▸ **Data for this exercise**

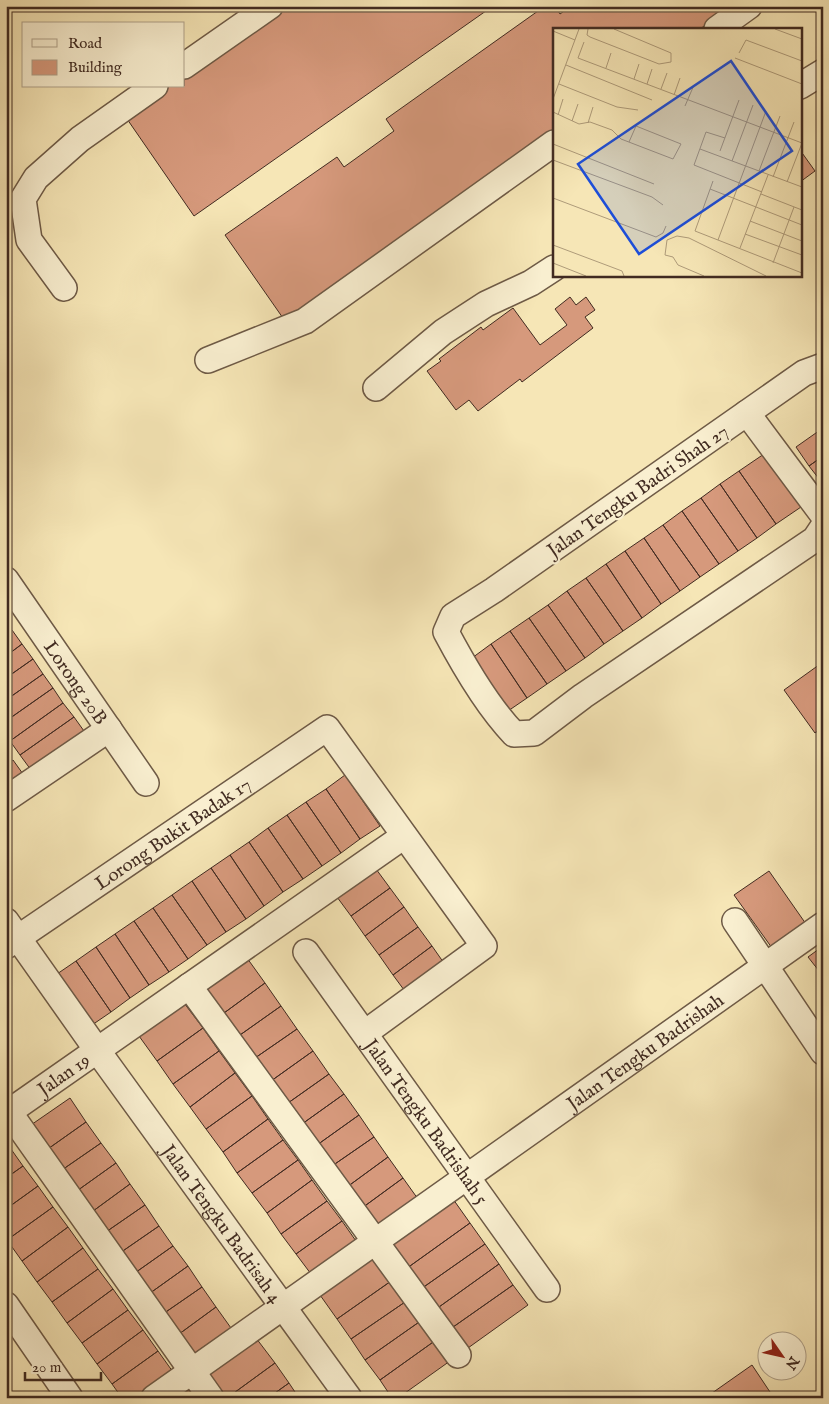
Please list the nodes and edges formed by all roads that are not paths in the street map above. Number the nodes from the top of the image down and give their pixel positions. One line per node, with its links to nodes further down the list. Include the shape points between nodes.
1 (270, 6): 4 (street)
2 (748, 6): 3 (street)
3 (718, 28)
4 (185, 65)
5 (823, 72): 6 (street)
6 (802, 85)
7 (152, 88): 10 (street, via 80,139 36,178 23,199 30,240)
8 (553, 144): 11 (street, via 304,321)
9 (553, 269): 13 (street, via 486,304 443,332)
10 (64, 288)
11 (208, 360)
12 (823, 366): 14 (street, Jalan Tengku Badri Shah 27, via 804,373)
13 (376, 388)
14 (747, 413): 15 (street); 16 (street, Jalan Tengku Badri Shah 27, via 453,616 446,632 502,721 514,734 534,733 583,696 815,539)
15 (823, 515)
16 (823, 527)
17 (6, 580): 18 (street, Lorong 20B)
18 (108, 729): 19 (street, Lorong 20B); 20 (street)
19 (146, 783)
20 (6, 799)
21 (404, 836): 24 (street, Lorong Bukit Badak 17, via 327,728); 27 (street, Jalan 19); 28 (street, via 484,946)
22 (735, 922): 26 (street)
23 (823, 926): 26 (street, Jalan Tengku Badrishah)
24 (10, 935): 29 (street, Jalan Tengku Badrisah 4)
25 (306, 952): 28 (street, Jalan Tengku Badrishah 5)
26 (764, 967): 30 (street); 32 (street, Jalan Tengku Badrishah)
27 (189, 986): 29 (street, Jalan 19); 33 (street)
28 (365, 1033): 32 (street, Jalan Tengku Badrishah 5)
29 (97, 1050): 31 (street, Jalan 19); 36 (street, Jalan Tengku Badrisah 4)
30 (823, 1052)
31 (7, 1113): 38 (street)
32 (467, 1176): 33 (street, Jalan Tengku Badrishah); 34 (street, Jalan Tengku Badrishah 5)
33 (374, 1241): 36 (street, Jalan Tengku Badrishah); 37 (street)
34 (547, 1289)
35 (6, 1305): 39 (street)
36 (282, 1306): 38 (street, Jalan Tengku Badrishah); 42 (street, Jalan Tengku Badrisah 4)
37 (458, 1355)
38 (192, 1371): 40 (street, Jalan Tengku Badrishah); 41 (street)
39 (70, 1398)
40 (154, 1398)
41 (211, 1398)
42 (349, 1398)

▸ **Action item**
Leave the pictures out and output all of the data verbatim.

▸ **Response area**
Please list the nodes and edges formed by all roads that are not paths in the street map above. Number the nodes from the top of the image down and give their pixel positions. One line per node, with its links to nodes further down the list. Include the shape points between nodes.
1 (270, 6): 4 (street)
2 (748, 6): 3 (street)
3 (718, 28)
4 (185, 65)
5 (823, 72): 6 (street)
6 (802, 85)
7 (152, 88): 10 (street, via 80,139 36,178 23,199 30,240)
8 (553, 144): 11 (street, via 304,321)
9 (553, 269): 13 (street, via 486,304 443,332)
10 (64, 288)
11 (208, 360)
12 (823, 366): 14 (street, Jalan Tengku Badri Shah 27, via 804,373)
13 (376, 388)
14 (747, 413): 15 (street); 16 (street, Jalan Tengku Badri Shah 27, via 453,616 446,632 502,721 514,734 534,733 583,696 815,539)
15 (823, 515)
16 (823, 527)
17 (6, 580): 18 (street, Lorong 20B)
18 (108, 729): 19 (street, Lorong 20B); 20 (street)
19 (146, 783)
20 (6, 799)
21 (404, 836): 24 (street, Lorong Bukit Badak 17, via 327,728); 27 (street, Jalan 19); 28 (street, via 484,946)
22 (735, 922): 26 (street)
23 (823, 926): 26 (street, Jalan Tengku Badrishah)
24 (10, 935): 29 (street, Jalan Tengku Badrisah 4)
25 (306, 952): 28 (street, Jalan Tengku Badrishah 5)
26 (764, 967): 30 (street); 32 (street, Jalan Tengku Badrishah)
27 (189, 986): 29 (street, Jalan 19); 33 (street)
28 (365, 1033): 32 (street, Jalan Tengku Badrishah 5)
29 (97, 1050): 31 (street, Jalan 19); 36 (street, Jalan Tengku Badrisah 4)
30 (823, 1052)
31 (7, 1113): 38 (street)
32 (467, 1176): 33 (street, Jalan Tengku Badrishah); 34 (street, Jalan Tengku Badrishah 5)
33 (374, 1241): 36 (street, Jalan Tengku Badrishah); 37 (street)
34 (547, 1289)
35 (6, 1305): 39 (street)
36 (282, 1306): 38 (street, Jalan Tengku Badrishah); 42 (street, Jalan Tengku Badrisah 4)
37 (458, 1355)
38 (192, 1371): 40 (street, Jalan Tengku Badrishah); 41 (street)
39 (70, 1398)
40 (154, 1398)
41 (211, 1398)
42 (349, 1398)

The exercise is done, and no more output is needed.